Exercise instructions:
Set down each record exactly. Omit the pictures.
BEGIN Materials provided
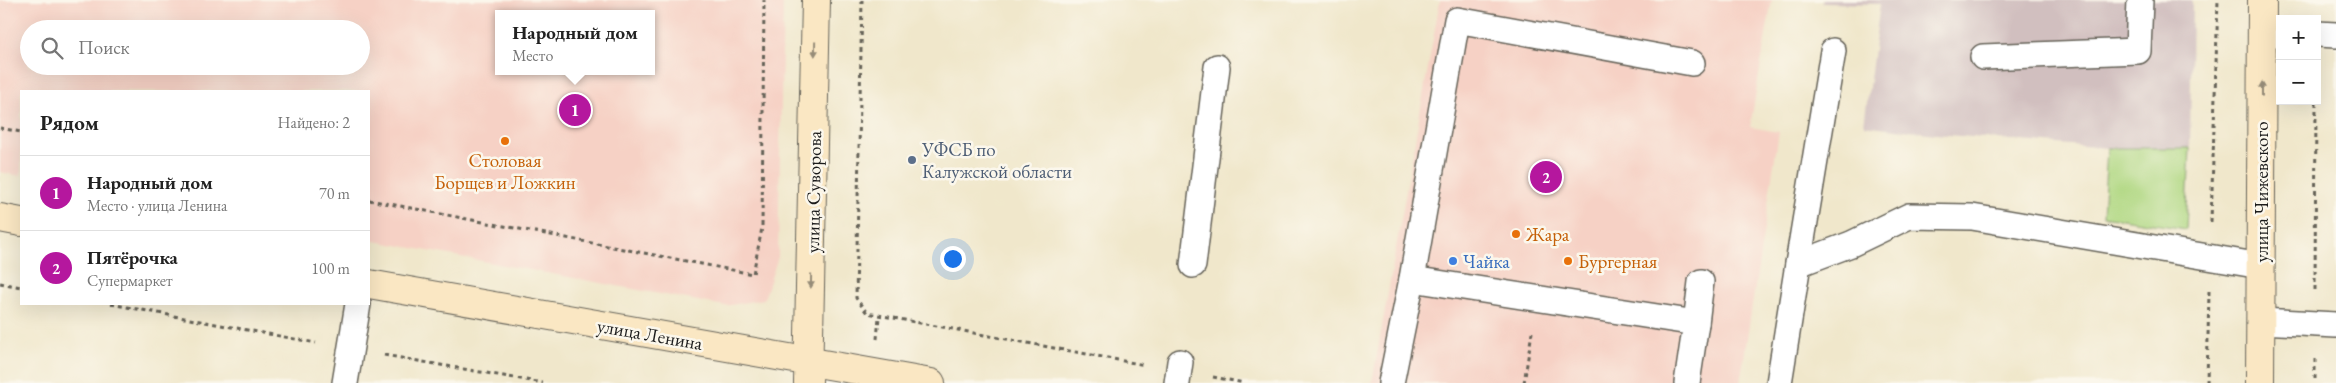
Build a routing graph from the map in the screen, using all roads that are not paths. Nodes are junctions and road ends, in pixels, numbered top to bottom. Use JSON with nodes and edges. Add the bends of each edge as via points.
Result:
{"nodes":[{"id":1,"x":816,"y":0,"type":"edge"},
{"id":2,"x":2140,"y":0,"type":"edge"},
{"id":3,"x":2262,"y":0,"type":"edge"},
{"id":4,"x":2271,"y":34,"type":"edge"},
{"id":5,"x":2321,"y":34,"type":"edge"},
{"id":6,"x":2336,"y":36,"type":"edge"},
{"id":7,"x":1833,"y":50,"type":"dead end"},
{"id":8,"x":1983,"y":57,"type":"dead end"},
{"id":9,"x":1692,"y":63,"type":"dead end"},
{"id":10,"x":1217,"y":67,"type":"dead end"},
{"id":11,"x":0,"y":218,"type":"edge"},
{"id":12,"x":20,"y":222,"type":"edge"},
{"id":13,"x":1798,"y":264,"type":"junction"},
{"id":14,"x":1193,"y":265,"type":"dead end"},
{"id":15,"x":2261,"y":266,"type":"junction"},
{"id":16,"x":1412,"y":279,"type":"junction"},
{"id":17,"x":1701,"y":282,"type":"dead end"},
{"id":18,"x":370,"y":284,"type":"edge"},
{"id":19,"x":358,"y":305,"type":"edge"},
{"id":20,"x":2261,"y":321,"type":"junction"},
{"id":21,"x":1696,"y":323,"type":"junction"},
{"id":22,"x":2325,"y":325,"type":"edge"},
{"id":23,"x":808,"y":373,"type":"edge"},
{"id":24,"x":345,"y":383,"type":"edge"},
{"id":25,"x":931,"y":383,"type":"edge"},
{"id":26,"x":1391,"y":383,"type":"edge"},
{"id":27,"x":1687,"y":383,"type":"edge"},
{"id":28,"x":1779,"y":383,"type":"edge"},
{"id":29,"x":2260,"y":383,"type":"edge"}],
"edges":[{"from":1,"to":23,"type":"street","name":"улица Суворова","one_way":true},
{"from":2,"to":8,"type":"lane","via":[[2138,50]]},
{"from":3,"to":4,"type":"street","name":"улица Чижевского"},
{"from":15,"to":4,"type":"street","name":"улица Чижевского","one_way":true},
{"from":5,"to":6,"type":"lane"},
{"from":7,"to":13,"type":"lane"},
{"from":9,"to":16,"type":"lane","via":[[1457,20]]},
{"from":10,"to":14,"type":"lane"},
{"from":11,"to":12,"type":"street"},
{"from":13,"to":15,"type":"lane","via":[[1851,244],[1909,216],[1972,217]]},
{"from":13,"to":28,"type":"lane"},
{"from":15,"to":20,"type":"street","name":"улица Чижевского"},
{"from":16,"to":21,"type":"lane"},
{"from":16,"to":26,"type":"lane"},
{"from":17,"to":21,"type":"lane"},
{"from":18,"to":23,"type":"street","name":"улица Ленина"},
{"from":19,"to":24,"type":"lane"},
{"from":20,"to":22,"type":"lane"},
{"from":20,"to":29,"type":"street","name":"улица Чижевского"},
{"from":21,"to":27,"type":"lane"},
{"from":23,"to":25,"type":"street","name":"улица Ленина"}]}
END Materials provided
Solution for this problem:
Build a routing graph from the map in the screen, using all roads that are not paths. Nodes are junctions and road ends, in pixels, numbered top to bottom. Use JSON with nodes and edges. Add the bends of each edge as via points.
Result:
{"nodes":[{"id":1,"x":816,"y":0,"type":"edge"},
{"id":2,"x":2140,"y":0,"type":"edge"},
{"id":3,"x":2262,"y":0,"type":"edge"},
{"id":4,"x":2271,"y":34,"type":"edge"},
{"id":5,"x":2321,"y":34,"type":"edge"},
{"id":6,"x":2336,"y":36,"type":"edge"},
{"id":7,"x":1833,"y":50,"type":"dead end"},
{"id":8,"x":1983,"y":57,"type":"dead end"},
{"id":9,"x":1692,"y":63,"type":"dead end"},
{"id":10,"x":1217,"y":67,"type":"dead end"},
{"id":11,"x":0,"y":218,"type":"edge"},
{"id":12,"x":20,"y":222,"type":"edge"},
{"id":13,"x":1798,"y":264,"type":"junction"},
{"id":14,"x":1193,"y":265,"type":"dead end"},
{"id":15,"x":2261,"y":266,"type":"junction"},
{"id":16,"x":1412,"y":279,"type":"junction"},
{"id":17,"x":1701,"y":282,"type":"dead end"},
{"id":18,"x":370,"y":284,"type":"edge"},
{"id":19,"x":358,"y":305,"type":"edge"},
{"id":20,"x":2261,"y":321,"type":"junction"},
{"id":21,"x":1696,"y":323,"type":"junction"},
{"id":22,"x":2325,"y":325,"type":"edge"},
{"id":23,"x":808,"y":373,"type":"edge"},
{"id":24,"x":345,"y":383,"type":"edge"},
{"id":25,"x":931,"y":383,"type":"edge"},
{"id":26,"x":1391,"y":383,"type":"edge"},
{"id":27,"x":1687,"y":383,"type":"edge"},
{"id":28,"x":1779,"y":383,"type":"edge"},
{"id":29,"x":2260,"y":383,"type":"edge"}],
"edges":[{"from":1,"to":23,"type":"street","name":"улица Суворова","one_way":true},
{"from":2,"to":8,"type":"lane","via":[[2138,50]]},
{"from":3,"to":4,"type":"street","name":"улица Чижевского"},
{"from":15,"to":4,"type":"street","name":"улица Чижевского","one_way":true},
{"from":5,"to":6,"type":"lane"},
{"from":7,"to":13,"type":"lane"},
{"from":9,"to":16,"type":"lane","via":[[1457,20]]},
{"from":10,"to":14,"type":"lane"},
{"from":11,"to":12,"type":"street"},
{"from":13,"to":15,"type":"lane","via":[[1851,244],[1909,216],[1972,217]]},
{"from":13,"to":28,"type":"lane"},
{"from":15,"to":20,"type":"street","name":"улица Чижевского"},
{"from":16,"to":21,"type":"lane"},
{"from":16,"to":26,"type":"lane"},
{"from":17,"to":21,"type":"lane"},
{"from":18,"to":23,"type":"street","name":"улица Ленина"},
{"from":19,"to":24,"type":"lane"},
{"from":20,"to":22,"type":"lane"},
{"from":20,"to":29,"type":"street","name":"улица Чижевского"},
{"from":21,"to":27,"type":"lane"},
{"from":23,"to":25,"type":"street","name":"улица Ленина"}]}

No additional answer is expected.